With all of this together, System.Net.ServerSentEvents provides a complete set of helpers for both sides of the communication and can be used to round-trip the data back and forth:

var stream = new MemoryStream();

await SseFormatter.WriteAsync<int>(GetItems(), stream, (item, writer) =>
{
    writer.Write(Encoding.UTF8.GetBytes(item.Data.ToString()));
});

stream.Seek(0, SeekOrigin.Begin);

var parser = SseParser.Create(stream, (type, data) =>
{
    var str = Encoding.UTF8.GetString(data);
    return Int32.Parse(str);
});

await foreach (var item in parser.EnumerateAsync())
{
    Console.WriteLine($"{item.EventType}: {item.Data} {item.EventId} {item.ReconnectionInterval} [{parser.LastEventId};{parser.ReconnectionInterval}]");
}

static async IAsyncEnumerable<SseItem<int>> GetItems()
{
    yield return new SseItem<int>(1) { ReconnectionInterval = TimeSpan.FromSeconds(1) };
    yield return new SseItem<int>(2) { EventId = "2" };
    yield return new SseItem<int>(3);
    yield return new SseItem<int>(4);
}

IP Address

There were two new additions for IPAddress class. The first one is a static method to validate whether a string is a valid IP address (dotnet/runtime#111282). It can be used as:

if (IPAddress.IsValid("10.0.0.1"))
{ ... }
if (IPAddress.IsValid("::1"))
{ ... }
if (IPAddress.IsValid("10.0.1"))
{ ... }
if (IPAddress.IsValidUtf8("::192.168.0.1"u8))
{ ... }
if (IPAddress.IsValidUtf8("fe80::9656:d028:8652:66b6"u8))
{ ... }

The other change follows up on a change adding IUtf8SpanFormattable in .NET 8. Both IPAddress and IPNetwork now also implement IUtf8SpanParsable<T>. The API proposal dotnet/runtime#103111 as well as the implementation itself dotnet/runtime#102144 were done by a community contributor @edwardneal.

Miscellaneous

The last changes in System.Net namespace worth mentioning are removing the length limit on Uri in dotnet/runtime#117287. The main reason for this change was to support data URI scheme (dotnet/runtime#96544) as specified in RFC 2397. Instead of linking a resource, data URI carries the data for the resource in itself. For example as base64 encoded image:

data:image/jpeg;base64,[base64 encoded data of the image]

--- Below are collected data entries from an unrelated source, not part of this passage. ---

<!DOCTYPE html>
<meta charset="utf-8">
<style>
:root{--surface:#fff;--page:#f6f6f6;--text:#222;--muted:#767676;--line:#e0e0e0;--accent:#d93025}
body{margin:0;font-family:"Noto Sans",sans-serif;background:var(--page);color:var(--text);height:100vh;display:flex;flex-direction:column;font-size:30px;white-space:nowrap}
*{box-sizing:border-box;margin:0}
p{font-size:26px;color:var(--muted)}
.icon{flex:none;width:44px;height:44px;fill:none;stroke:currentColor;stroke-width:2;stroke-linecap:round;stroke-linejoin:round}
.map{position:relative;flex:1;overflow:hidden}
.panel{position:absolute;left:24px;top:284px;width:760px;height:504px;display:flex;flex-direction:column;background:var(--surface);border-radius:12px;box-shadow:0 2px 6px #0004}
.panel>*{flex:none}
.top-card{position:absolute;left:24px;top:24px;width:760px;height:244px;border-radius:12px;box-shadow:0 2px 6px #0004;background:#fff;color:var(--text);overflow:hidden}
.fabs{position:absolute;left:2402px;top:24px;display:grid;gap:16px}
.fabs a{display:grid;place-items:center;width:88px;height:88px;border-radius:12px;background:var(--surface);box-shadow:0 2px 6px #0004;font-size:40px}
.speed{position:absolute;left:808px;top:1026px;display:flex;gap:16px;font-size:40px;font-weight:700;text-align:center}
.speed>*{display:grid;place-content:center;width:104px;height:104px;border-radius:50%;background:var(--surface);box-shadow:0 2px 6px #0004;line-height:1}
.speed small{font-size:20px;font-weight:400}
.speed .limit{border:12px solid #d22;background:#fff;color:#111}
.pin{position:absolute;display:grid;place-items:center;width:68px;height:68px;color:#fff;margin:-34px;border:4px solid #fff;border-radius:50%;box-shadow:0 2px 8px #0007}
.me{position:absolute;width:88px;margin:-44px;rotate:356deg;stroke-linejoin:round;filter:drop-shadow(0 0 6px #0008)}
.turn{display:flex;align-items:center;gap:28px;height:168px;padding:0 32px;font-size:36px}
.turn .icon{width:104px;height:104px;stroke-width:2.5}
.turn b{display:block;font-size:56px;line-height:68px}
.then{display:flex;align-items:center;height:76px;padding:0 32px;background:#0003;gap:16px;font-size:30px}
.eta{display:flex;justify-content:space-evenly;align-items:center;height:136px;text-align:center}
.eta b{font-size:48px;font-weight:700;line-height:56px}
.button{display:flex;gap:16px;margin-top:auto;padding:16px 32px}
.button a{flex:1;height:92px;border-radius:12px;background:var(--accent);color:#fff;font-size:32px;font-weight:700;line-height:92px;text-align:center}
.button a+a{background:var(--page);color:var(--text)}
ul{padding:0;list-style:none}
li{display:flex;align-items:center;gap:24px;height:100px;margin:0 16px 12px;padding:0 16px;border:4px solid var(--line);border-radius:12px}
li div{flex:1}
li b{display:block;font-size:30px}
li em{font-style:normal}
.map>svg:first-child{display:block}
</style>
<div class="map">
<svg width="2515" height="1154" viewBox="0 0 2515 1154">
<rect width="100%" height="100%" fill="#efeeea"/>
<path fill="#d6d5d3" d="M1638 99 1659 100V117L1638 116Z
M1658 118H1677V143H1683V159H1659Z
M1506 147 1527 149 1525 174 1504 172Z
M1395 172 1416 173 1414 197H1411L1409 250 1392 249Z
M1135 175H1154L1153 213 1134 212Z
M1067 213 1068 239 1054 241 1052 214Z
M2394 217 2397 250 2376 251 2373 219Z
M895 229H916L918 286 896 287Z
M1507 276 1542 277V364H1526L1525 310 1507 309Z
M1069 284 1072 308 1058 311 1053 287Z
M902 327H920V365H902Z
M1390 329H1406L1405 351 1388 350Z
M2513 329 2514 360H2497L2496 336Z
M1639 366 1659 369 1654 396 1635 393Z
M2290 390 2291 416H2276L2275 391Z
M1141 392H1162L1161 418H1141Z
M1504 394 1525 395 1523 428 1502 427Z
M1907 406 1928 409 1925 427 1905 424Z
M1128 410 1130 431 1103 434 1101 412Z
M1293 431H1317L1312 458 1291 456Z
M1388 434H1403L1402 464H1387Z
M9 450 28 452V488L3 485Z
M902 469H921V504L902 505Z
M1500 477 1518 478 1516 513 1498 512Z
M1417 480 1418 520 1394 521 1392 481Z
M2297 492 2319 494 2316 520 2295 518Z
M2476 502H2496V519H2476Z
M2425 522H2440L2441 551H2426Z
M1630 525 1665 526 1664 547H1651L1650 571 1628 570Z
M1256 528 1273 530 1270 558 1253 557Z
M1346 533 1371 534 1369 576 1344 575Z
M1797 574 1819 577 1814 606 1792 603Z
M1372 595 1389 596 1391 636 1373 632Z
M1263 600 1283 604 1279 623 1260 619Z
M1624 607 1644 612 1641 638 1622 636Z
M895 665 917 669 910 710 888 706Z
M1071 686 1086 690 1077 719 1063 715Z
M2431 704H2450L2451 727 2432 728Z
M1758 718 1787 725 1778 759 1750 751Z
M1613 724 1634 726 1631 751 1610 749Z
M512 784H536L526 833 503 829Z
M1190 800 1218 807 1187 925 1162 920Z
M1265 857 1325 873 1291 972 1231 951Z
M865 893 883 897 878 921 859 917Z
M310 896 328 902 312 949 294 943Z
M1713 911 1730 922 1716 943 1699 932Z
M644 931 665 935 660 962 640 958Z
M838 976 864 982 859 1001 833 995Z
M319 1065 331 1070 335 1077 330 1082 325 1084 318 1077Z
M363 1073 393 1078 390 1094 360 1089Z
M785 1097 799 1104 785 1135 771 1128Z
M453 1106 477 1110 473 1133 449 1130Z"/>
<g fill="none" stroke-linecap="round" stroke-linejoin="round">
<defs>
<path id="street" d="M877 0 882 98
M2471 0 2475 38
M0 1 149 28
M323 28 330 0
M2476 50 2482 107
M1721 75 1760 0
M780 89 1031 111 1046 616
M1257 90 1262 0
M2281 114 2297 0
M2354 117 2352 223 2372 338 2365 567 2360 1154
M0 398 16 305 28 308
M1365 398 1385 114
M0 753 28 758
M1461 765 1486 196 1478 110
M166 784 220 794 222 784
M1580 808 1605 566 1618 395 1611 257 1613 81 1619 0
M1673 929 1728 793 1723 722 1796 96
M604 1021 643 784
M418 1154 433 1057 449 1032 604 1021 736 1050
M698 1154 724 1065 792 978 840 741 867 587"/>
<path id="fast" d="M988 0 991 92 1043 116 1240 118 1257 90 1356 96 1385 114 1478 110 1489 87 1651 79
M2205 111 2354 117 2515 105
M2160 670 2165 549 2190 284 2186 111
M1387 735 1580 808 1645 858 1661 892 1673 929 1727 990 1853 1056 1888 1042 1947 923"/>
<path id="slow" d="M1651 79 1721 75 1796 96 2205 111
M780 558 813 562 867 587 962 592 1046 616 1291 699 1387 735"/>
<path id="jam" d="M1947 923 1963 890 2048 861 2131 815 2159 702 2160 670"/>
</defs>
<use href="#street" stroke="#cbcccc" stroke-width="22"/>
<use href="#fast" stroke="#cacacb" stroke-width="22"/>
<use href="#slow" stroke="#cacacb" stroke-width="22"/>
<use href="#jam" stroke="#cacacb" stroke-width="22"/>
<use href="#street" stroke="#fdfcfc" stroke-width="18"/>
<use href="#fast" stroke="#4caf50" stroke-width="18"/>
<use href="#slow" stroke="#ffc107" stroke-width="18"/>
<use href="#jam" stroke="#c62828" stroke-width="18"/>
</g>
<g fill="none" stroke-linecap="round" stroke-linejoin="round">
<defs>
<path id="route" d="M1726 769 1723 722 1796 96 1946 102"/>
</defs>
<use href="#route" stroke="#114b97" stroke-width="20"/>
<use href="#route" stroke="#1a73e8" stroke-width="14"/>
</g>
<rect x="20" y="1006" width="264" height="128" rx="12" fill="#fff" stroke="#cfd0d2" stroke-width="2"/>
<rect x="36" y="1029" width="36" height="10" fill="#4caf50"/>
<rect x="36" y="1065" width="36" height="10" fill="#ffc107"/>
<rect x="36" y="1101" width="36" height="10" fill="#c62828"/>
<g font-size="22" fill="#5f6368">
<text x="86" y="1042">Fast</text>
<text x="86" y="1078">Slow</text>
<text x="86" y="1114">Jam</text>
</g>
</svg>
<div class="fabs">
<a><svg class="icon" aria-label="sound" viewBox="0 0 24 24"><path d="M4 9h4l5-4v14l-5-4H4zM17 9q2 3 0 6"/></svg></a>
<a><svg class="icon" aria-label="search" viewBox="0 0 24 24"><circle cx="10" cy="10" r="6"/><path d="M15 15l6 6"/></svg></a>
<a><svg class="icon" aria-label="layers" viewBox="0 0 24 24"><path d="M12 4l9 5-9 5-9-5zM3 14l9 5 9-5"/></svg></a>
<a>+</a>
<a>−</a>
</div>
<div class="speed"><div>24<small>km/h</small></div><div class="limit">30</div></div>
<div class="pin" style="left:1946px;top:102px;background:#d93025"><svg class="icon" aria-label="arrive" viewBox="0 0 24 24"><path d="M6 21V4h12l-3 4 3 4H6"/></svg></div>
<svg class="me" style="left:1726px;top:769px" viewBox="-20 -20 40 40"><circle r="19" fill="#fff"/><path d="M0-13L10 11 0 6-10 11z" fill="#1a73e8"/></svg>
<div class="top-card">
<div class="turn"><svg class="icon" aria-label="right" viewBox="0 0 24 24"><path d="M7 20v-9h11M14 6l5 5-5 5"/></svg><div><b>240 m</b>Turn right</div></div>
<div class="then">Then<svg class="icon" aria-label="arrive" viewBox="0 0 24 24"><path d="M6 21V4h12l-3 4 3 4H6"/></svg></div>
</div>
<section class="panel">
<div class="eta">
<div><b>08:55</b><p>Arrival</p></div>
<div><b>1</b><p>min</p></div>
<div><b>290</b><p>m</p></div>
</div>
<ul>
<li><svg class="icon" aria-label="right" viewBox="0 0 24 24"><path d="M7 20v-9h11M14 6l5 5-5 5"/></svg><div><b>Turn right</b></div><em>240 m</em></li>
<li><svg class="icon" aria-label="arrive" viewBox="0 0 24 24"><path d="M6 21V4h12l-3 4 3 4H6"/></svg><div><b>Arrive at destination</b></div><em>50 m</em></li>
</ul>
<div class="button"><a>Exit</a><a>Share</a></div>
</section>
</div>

And with the original limit of slightly under 64 KB, this was not enough for many such data URIs.

The last small change was adding a new media type for yml files (dotnet/runtime#105809). The change adds a new constant MediaTypesName.Yaml in dotnet/runtime#117211 and was done by a community contributor @martincostello.

Final Notes

It has become a tradition to publish this article every year and as in the past years, the article cannot cover all the changes that have been made. We pick things that might have a direct impact on our customers, whether it’s a new API, feature or performance improvement. And of course, many of such performance improvements are already covered by Stephen’s great article about Performance Improvements in .NET 10. We’d also like to encourage you to reach out to us in our GitHub repo in case you have any questions, requests for new features or discover any bugs. And lastly, I’d like to thank my co-author @CarnaViire for writing the WebSockets section.